-- Opening Marker --

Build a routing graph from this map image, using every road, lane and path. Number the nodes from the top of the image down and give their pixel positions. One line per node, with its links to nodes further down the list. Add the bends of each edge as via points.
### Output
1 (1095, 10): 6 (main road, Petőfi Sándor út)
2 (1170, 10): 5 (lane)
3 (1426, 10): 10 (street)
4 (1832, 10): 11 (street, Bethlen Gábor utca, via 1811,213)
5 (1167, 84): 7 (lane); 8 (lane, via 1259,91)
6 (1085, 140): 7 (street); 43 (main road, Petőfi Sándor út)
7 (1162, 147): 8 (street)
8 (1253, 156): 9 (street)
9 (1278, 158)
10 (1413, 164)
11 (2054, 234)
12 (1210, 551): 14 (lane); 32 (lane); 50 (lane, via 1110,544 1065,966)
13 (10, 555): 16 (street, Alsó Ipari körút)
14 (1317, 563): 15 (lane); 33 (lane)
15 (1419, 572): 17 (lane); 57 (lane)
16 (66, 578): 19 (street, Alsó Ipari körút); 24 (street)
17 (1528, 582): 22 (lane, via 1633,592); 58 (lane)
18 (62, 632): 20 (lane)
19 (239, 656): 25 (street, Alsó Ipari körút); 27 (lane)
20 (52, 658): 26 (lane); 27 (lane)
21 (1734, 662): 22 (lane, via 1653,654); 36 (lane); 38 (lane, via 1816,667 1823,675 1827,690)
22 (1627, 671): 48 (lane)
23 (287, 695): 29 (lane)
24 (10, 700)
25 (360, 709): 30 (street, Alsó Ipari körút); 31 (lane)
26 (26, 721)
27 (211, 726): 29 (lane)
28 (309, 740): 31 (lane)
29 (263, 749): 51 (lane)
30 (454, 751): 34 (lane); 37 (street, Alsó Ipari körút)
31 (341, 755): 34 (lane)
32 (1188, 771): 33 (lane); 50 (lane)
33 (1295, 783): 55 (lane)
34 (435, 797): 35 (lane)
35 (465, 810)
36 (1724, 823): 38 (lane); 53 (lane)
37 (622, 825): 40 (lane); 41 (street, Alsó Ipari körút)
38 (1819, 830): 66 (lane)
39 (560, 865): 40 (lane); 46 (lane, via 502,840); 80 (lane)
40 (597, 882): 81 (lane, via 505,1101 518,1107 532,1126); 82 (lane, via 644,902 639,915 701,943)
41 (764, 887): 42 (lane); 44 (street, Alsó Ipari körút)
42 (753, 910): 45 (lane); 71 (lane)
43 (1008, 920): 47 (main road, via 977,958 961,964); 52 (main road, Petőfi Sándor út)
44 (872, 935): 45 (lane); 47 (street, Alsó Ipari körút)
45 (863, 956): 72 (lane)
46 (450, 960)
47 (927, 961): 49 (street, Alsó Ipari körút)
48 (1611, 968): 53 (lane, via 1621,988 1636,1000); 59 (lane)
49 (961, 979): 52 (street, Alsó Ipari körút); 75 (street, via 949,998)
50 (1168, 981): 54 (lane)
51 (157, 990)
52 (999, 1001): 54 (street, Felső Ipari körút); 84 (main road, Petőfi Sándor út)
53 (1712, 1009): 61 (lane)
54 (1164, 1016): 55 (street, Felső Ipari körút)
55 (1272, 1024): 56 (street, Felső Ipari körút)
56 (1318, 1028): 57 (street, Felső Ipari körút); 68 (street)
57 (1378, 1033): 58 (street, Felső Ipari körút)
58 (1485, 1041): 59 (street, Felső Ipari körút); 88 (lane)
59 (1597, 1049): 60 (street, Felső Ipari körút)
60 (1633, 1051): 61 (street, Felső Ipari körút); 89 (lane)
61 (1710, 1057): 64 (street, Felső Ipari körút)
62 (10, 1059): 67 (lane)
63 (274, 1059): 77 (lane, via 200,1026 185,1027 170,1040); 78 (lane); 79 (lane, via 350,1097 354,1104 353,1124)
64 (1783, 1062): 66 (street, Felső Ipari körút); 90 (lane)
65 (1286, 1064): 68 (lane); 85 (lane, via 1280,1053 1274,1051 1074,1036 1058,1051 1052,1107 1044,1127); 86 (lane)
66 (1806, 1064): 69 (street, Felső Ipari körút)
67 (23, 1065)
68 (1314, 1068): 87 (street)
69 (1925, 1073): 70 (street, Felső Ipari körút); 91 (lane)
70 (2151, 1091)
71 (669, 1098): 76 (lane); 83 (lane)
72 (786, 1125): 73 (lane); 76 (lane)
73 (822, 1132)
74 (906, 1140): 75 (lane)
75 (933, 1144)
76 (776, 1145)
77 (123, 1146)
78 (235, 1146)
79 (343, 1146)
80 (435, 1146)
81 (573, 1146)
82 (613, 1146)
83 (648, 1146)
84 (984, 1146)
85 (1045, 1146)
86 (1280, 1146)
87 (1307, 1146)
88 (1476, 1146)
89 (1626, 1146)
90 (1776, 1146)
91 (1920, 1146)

-- Closing Marker --

(WORK INSTRUCTIONS): Out of the entries, report each line that contains the word "Petőfi".

(RESPONSE TO THIS TASK):
1 (1095, 10): 6 (main road, Petőfi Sándor út)
6 (1085, 140): 7 (street); 43 (main road, Petőfi Sándor út)
43 (1008, 920): 47 (main road, via 977,958 961,964); 52 (main road, Petőfi Sándor út)
52 (999, 1001): 54 (street, Felső Ipari körút); 84 (main road, Petőfi Sándor út)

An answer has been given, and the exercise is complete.